[[ Extracted material open ]]

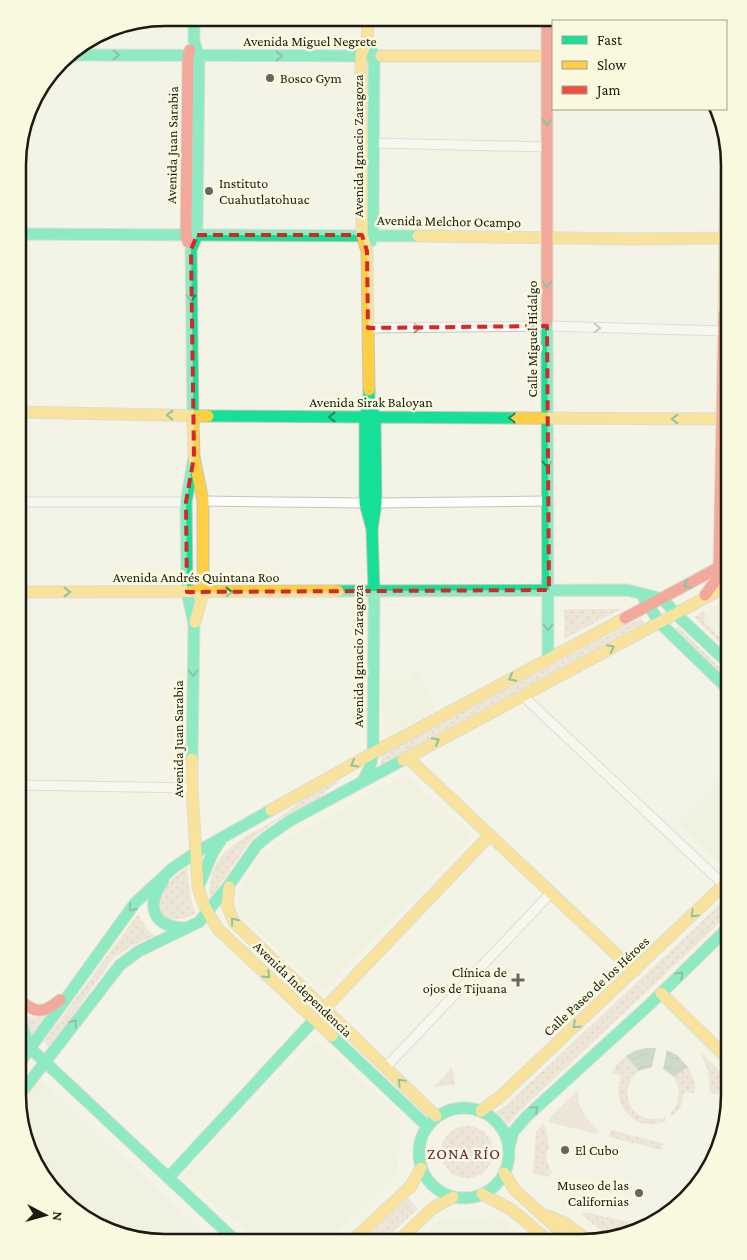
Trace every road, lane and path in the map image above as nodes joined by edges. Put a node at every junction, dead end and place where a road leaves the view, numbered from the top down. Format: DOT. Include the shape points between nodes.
graph roads {
  1 [pos="194,26"];
  2 [pos="368,26"];
  3 [pos="548,26"];
  4 [pos="367,41"];
  5 [pos="81,55"];
  6 [pos="362,55"];
  7 [pos="374,55"];
  8 [pos="194,56"];
  9 [pos="550,56"];
  10 [pos="374,143"];
  11 [pos="546,146"];
  12 [pos="26,234"];
  13 [pos="191,235"];
  14 [pos="368,235"];
  15 [pos="548,237"];
  16 [pos="721,238"];
  17 [pos="547,326"];
  18 [pos="368,328"];
  19 [pos="721,331"];
  20 [pos="26,412"];
  21 [pos="192,416"];
  22 [pos="370,417"];
  23 [pos="547,418"];
  24 [pos="721,419"];
  25 [pos="194,457"];
  26 [pos="203,501"];
  27 [pos="547,501"];
  28 [pos="26,502"];
  29 [pos="186,502"];
  30 [pos="370,503"];
  31 [pos="721,567"];
  32 [pos="721,571"];
  33 [pos="721,589"];
  34 [pos="548,590"];
  35 [pos="26,592"];
  36 [pos="187,592"];
  37 [pos="203,592"];
  38 [pos="374,592"];
  39 [pos="639,592"];
  40 [pos="663,598"];
  41 [pos="702,598"];
  42 [pos="648,606"];
  43 [pos="676,614"];
  44 [pos="660,623"];
  45 [pos="194,624"];
  46 [pos="720,656"];
  47 [pos="548,658"];
  48 [pos="720,682"];
  49 [pos="522,695"];
  50 [pos="373,753"];
  51 [pos="407,757"];
  52 [pos="363,781"];
  53 [pos="26,785"];
  54 [pos="192,788"];
  55 [pos="490,835"];
  56 [pos="223,838"];
  57 [pos="195,853"];
  58 [pos="173,868"];
  59 [pos="720,876"];
  60 [pos="229,886"];
  61 [pos="198,887"];
  62 [pos="720,888"];
  63 [pos="551,893"];
  64 [pos="207,914"];
  65 [pos="187,928"];
  66 [pos="720,936"];
  67 [pos="634,971"];
  68 [pos="72,988"];
  69 [pos="661,993"];
  70 [pos="26,1005"];
  71 [pos="324,1009"];
  72 [pos="314,1020"];
  73 [pos="26,1040"];
  74 [pos="26,1047"];
  75 [pos="30,1048"];
  76 [pos="720,1051"];
  77 [pos="26,1054"];
  78 [pos="44,1062"];
  79 [pos="386,1067"];
  80 [pos="26,1086"];
  81 [pos="482,1110"];
  82 [pos="436,1116"];
  83 [pos="427,1126"];
  84 [pos="509,1148"];
  85 [pos="421,1168"];
  86 [pos="504,1173"];
  87 [pos="168,1178"];
  88 [pos="411,1186"];
  89 [pos="482,1194"];
  90 [pos="454,1197"];
  91 [pos="532,1206"];
  92 [pos="433,1208"];
  93 [pos="525,1220"];
  94 [pos="228,1234"];
  95 [pos="360,1234"];
  96 [pos="405,1234"];
  97 [pos="535,1234"];
  98 [pos="541,1234"];
  99 [pos="563,1234"];
  100 [pos="580,1234"];
  1 -- 8 [label="main road, Avenida Juan Sarabia"];
  2 -- 4 [label="main road, Avenida Ignacio Zaragoza"];
  3 -- 9 [label="main road, Calle Miguel Hidalgo"];
  4 -- 6 [label="main road, Avenida Ignacio Zaragoza"];
  4 -- 7 [label="main road, Avenida Ignacio Zaragoza"];
  5 -- 8 [label="main road, Avenida Miguel Negrete, one-way"];
  6 -- 7 [label="main road, Avenida Miguel Negrete"];
  8 -- 6 [label="main road, Avenida Miguel Negrete, one-way"];
  6 -- 14 [label="main road, Avenida Ignacio Zaragoza"];
  7 -- 9 [label="main road, Avenida Miguel Negrete"];
  7 -- 10 [label="main road, Avenida Ignacio Zaragoza"];
  8 -- 13 [label="main road, Avenida Juan Sarabia"];
  9 -- 11 [label="main road, Calle Miguel Hidalgo, one-way"];
  10 -- 11 [label="street"];
  10 -- 14 [label="main road, Avenida Ignacio Zaragoza"];
  11 -- 15 [label="main road, Calle Miguel Hidalgo"];
  12 -- 13 [label="main road, Avenida Melchor Ocampo"];
  13 -- 14 [label="main road, Avenida Melchor Ocampo"];
  13 -- 21 [label="main road, Avenida Juan Sarabia, one-way"];
  14 -- 15 [label="main road, Avenida Melchor Ocampo"];
  14 -- 18 [label="main road, Avenida Ignacio Zaragoza"];
  15 -- 16 [label="main road, Avenida Melchor Ocampo"];
  15 -- 17 [label="main road, Calle Miguel Hidalgo, one-way"];
  18 -- 17 [label="street, one-way"];
  17 -- 19 [label="street, one-way"];
  17 -- 23 [label="main road, Calle Miguel Hidalgo"];
  18 -- 22 [label="main road, Avenida Ignacio Zaragoza"];
  21 -- 20 [label="main road, Avenida Sirak Baloyan, one-way"];
  22 -- 21 [label="main road, Avenida Sirak Baloyan, one-way"];
  21 -- 25 [label="main road, Avenida Juan Sarabia"];
  23 -- 22 [label="main road, Avenida Sirak Baloyan, one-way"];
  22 -- 30 [label="main road, Avenida Ignacio Zaragoza"];
  24 -- 23 [label="main road, Avenida Sirak Baloyan, one-way"];
  23 -- 27 [label="main road, Calle Miguel Hidalgo, one-way"];
  25 -- 26 [label="main road, Avenida Juan Sarabia"];
  25 -- 29 [label="main road, Avenida Juan Sarabia"];
  26 -- 30 [label="street"];
  26 -- 37 [label="main road, Avenida Juan Sarabia"];
  27 -- 30 [label="street"];
  27 -- 34 [label="main road, Calle Miguel Hidalgo"];
  28 -- 29 [label="street"];
  29 -- 36 [label="main road, Avenida Juan Sarabia"];
  30 -- 38 [label="main road, Avenida Ignacio Zaragoza"];
  31 -- 40 [label="main road, one-way"];
  32 -- 41 [label="main road"];
  33 -- 41 [label="main road"];
  34 -- 38 [label="main road, Avenida Andrés Quintana Roo"];
  34 -- 39 [label="main road, Avenida Andrés Quintana Roo"];
  34 -- 47 [label="main road, Calle Miguel Hidalgo, one-way"];
  35 -- 36 [label="main road, Avenida Andrés Quintana Roo, one-way"];
  36 -- 37 [label="main road, Avenida Andrés Quintana Roo"];
  36 -- 45 [label="main road, Avenida Juan Sarabia"];
  37 -- 38 [label="main road, Avenida Andrés Quintana Roo, one-way"];
  37 -- 45 [label="main road, Avenida Juan Sarabia"];
  38 -- 50 [label="main road, Avenida Ignacio Zaragoza"];
  39 -- 40 [label="main road, Avenida Andrés Quintana Roo"];
  39 -- 42 [label="main road"];
  40 -- 42 [label="main road"];
  40 -- 43 [label="main road"];
  41 -- 43 [label="main road"];
  42 -- 44 [label="main road"];
  42 -- 47 [label="main road"];
  43 -- 44 [label="main road"];
  43 -- 46 [label="main road"];
  44 -- 48 [label="main road"];
  49 -- 44 [label="main road, one-way"];
  45 -- 54 [label="main road, Avenida Juan Sarabia, one-way"];
  47 -- 50 [label="main road, one-way"];
  51 -- 49 [label="main road, one-way"];
  49 -- 59 [label="street"];
  50 -- 52 [label="main road, Avenida Ignacio Zaragoza"];
  50 -- 56 [label="main road, one-way"];
  51 -- 52 [label="main road"];
  51 -- 55 [label="main road"];
  52 -- 60 [label="main road" via="268,836 246,859"];
  53 -- 54 [label="street"];
  54 -- 57 [label="main road, Avenida Juan Sarabia"];
  55 -- 63 [label="main road"];
  55 -- 71 [label="main road"];
  56 -- 57 [label="main road"];
  56 -- 61 [label="main road" via="213,852"];
  57 -- 58 [label="main road"];
  57 -- 61 [label="main road, Avenida Independencia"];
  58 -- 65 [label="main road" via="159,886 154,906 163,923"];
  58 -- 68 [label="main road, one-way" via="136,903"];
  60 -- 64 [label="main road"];
  71 -- 60 [label="main road, Avenida Independencia, one-way" via="234,922 226,902"];
  61 -- 64 [label="main road, Avenida Independencia"];
  62 -- 67 [label="main road, Calle Paseo de los Héroes, one-way"];
  63 -- 67 [label="main road"];
  63 -- 79 [label="street"];
  64 -- 65 [label="main road" via="200,922"];
  64 -- 72 [label="main road, Avenida Independencia, one-way" via="219,930"];
  78 -- 65 [label="main road, one-way" via="120,965 139,951"];
  69 -- 66 [label="main road, one-way"];
  67 -- 81 [label="main road, Calle Paseo de los Héroes, one-way"];
  68 -- 70 [label="main road" via="52,1007 40,1011"];
  68 -- 75 [label="main road"];
  69 -- 76 [label="main road"];
  84 -- 69 [label="main road, one-way" via="514,1132 526,1117"];
  71 -- 79 [label="main road, Avenida Independencia"];
  72 -- 83 [label="main road, Avenida Independencia"];
  72 -- 87 [label="main road"];
  73 -- 75 [label="main road"];
  74 -- 75 [label="main road"];
  75 -- 77 [label="main road"];
  75 -- 78 [label="main road"];
  78 -- 80 [label="main road"];
  78 -- 87 [label="main road"];
  82 -- 79 [label="main road, Avenida Independencia, one-way"];
  81 -- 82 [label="main road" via="453,1108"];
  81 -- 84 [label="main road" via="500,1126"];
  82 -- 83 [label="main road"];
  83 -- 85 [label="main road" via="419,1146"];
  84 -- 86 [label="main road"];
  85 -- 88 [label="main road"];
  85 -- 90 [label="main road" via="433,1187"];
  86 -- 89 [label="main road" via="499,1182"];
  86 -- 91 [label="main road" via="509,1183"];
  87 -- 94 [label="main road"];
  88 -- 92 [label="main road" via="428,1189 432,1194"];
  88 -- 95 [label="main road"];
  89 -- 90 [label="main road"];
  89 -- 93 [label="main road"];
  90 -- 92 [label="main road"];
  91 -- 99 [label="main road"];
  91 -- 100 [label="main road"];
  92 -- 96 [label="main road"];
  93 -- 97 [label="main road"];
  93 -- 98 [label="main road"];
}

[[ Extracted material closed ]]

— Assigned task —
In the listing above, find each line with the word "Baloyan" and copy it out.

— Response to the task —
  21 -- 20 [label="main road, Avenida Sirak Baloyan, one-way"];
  22 -- 21 [label="main road, Avenida Sirak Baloyan, one-way"];
  23 -- 22 [label="main road, Avenida Sirak Baloyan, one-way"];
  24 -- 23 [label="main road, Avenida Sirak Baloyan, one-way"];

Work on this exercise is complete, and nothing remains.